我使用 Python PKI 库在 Windows 11 计算机上设置本地 PKI 基础设施 (https://github.com/BrixIT/Python-PKI)。
我使用 PKI 库和 2 个客户端证书创建一个根 CA。
developer@docker-desktop:Python-PKI$ python3 pypki.py list
+---------------+----------------+---------+---------------------+----------+
| Common name | Organisation | State | Expiration date | Serial |
|---------------+----------------+---------+---------------------+----------|
| Dev Cert 1 | Me Co. | Valid | 2034-05-01 18:52:04 | 1000 |
| Dev Cert 2 | Me Co. | Valid | 2034-05-01 18:54:12 | 1001 |
+---------------+----------------+---------+---------------------+----------+
我将客户端证书复制到 Python Paho 测试客户端目录以及 GoLang MQTT 服务器目录。
我稍微修改了 TLS 的 Mochi MQTT 服务器示例,如下所示。
package main
import (
"crypto/tls"
"crypto/x509"
"github.com/mochi-mqtt/server/v2/packets"
"io/ioutil"
"log"
"os"
"os/signal"
"syscall"
mqtt "github.com/mochi-mqtt/server/v2"
"github.com/mochi-mqtt/server/v2/hooks/auth"
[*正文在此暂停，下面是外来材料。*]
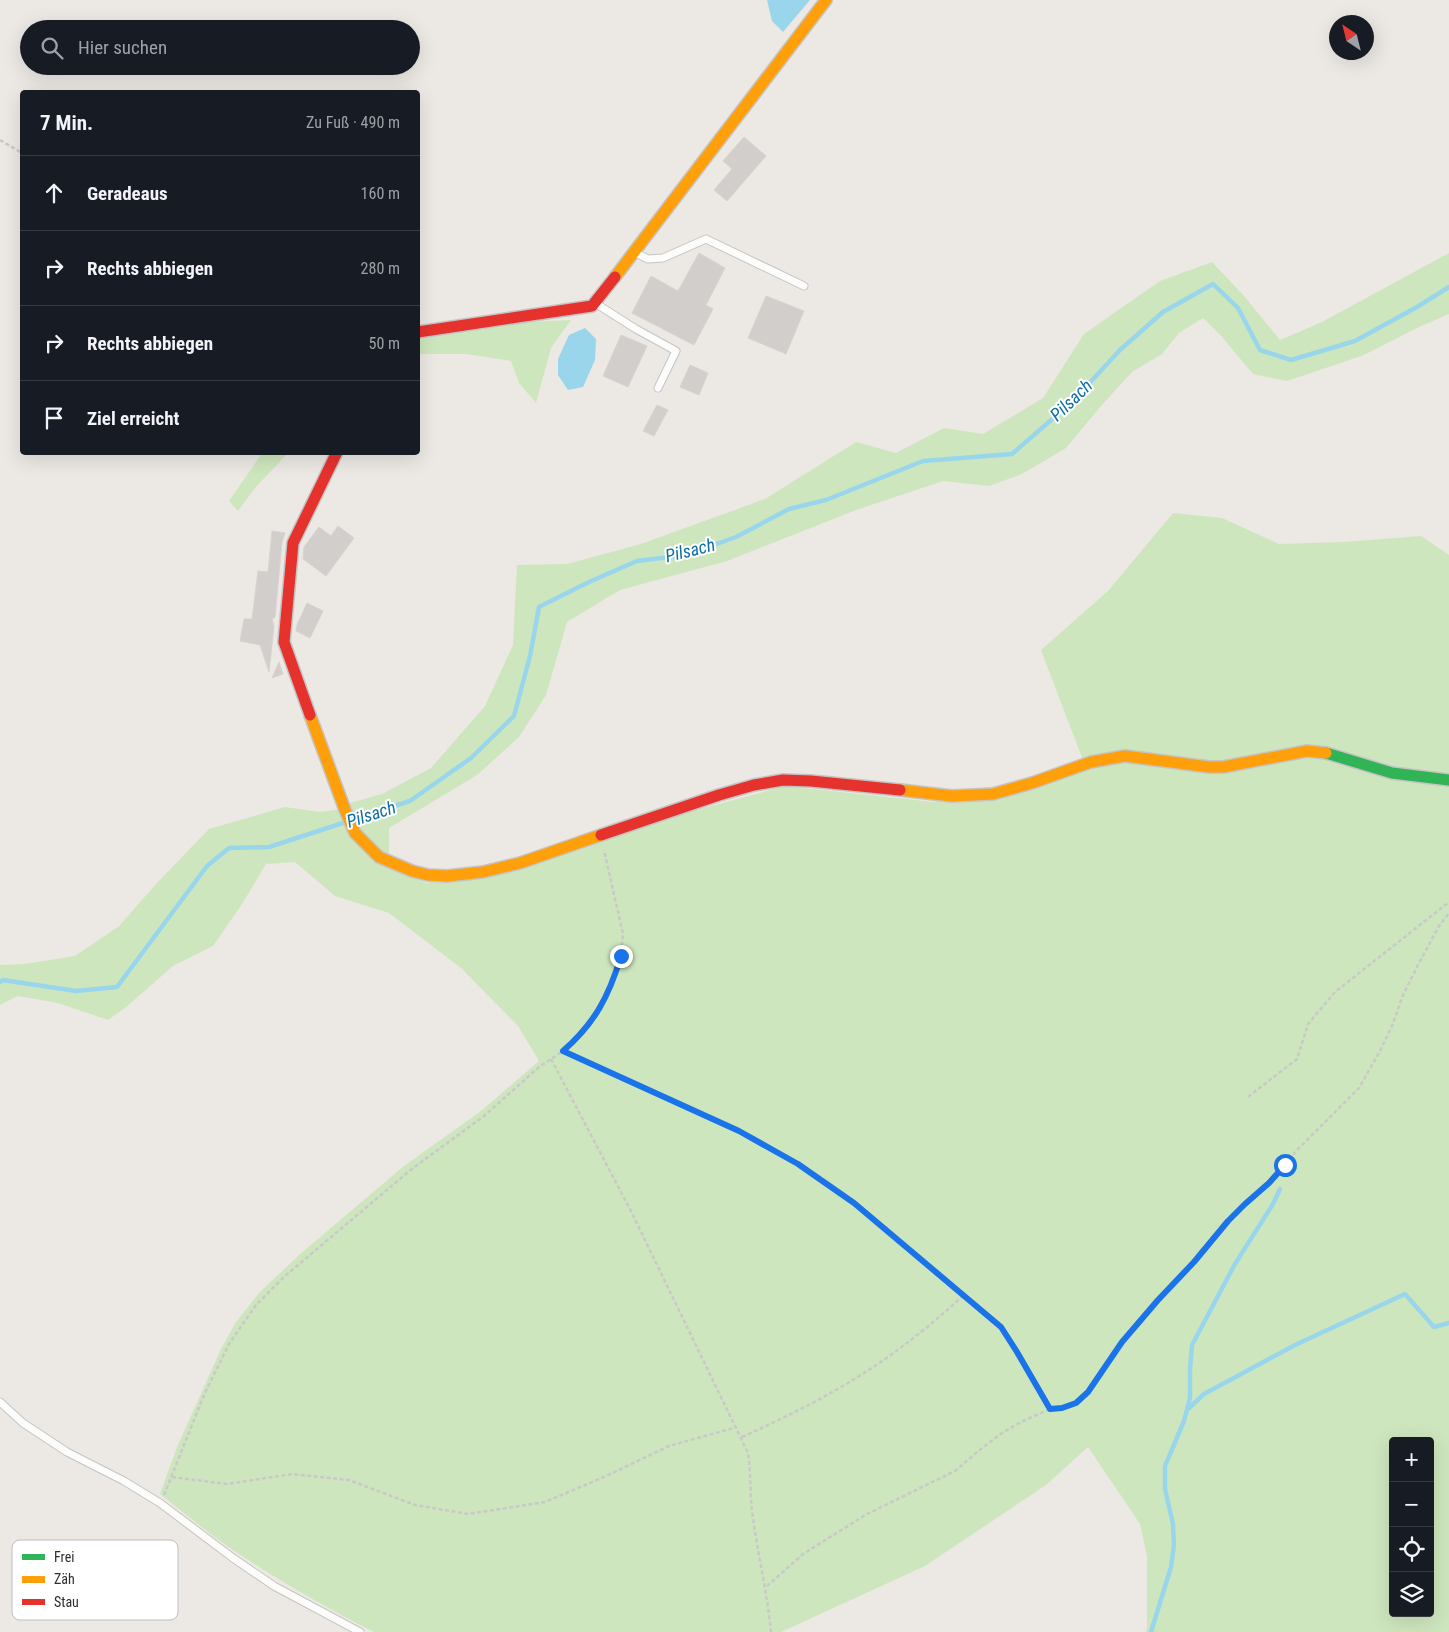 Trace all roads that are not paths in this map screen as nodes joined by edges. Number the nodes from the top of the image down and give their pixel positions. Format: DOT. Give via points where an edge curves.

"github.com/mochi-mqtt/server/v2/listeners"
)
func main() {
sigs := make(chan os.Signal, 1)
done := make(chan bool, 1)
signal.Notify(sigs, syscall.SIGINT, syscall.SIGTERM)
go func() {
<-sigs
done <- true
}()
cer, loadCertErr := tls.LoadX509KeyPair("Dev Cert 2.cert.pem", "Dev Cert 2.key.pem")
if loadCertErr != nil {
log.Println(loadCertErr)
os.Exit(1)
}
// Optionally, if you want clients to authenticate only with certs issued by your CA,
// you might want to use something like this:
certPool := x509.NewCertPool()
caCertPem, certErr := ioutil.ReadFile("ca.cert.pem")
if certErr != nil {
log.Println("Error: Failed to subscribe to direct topic", "error", certErr)
os.Exit(1)
}
_ = certPool.AppendCertsFromPEM(caCertPem)
tlsConfig := &tls.Config{
ClientCAs: certPool,
ClientAuth: tls.RequireAndVerifyClientCert,
Certificates: []tls.Certificate{cer},
}
server := mqtt.New(&mqtt.Options{
InlineClient: true,
})
_ = server.AddHook(new(auth.AllowHook), nil)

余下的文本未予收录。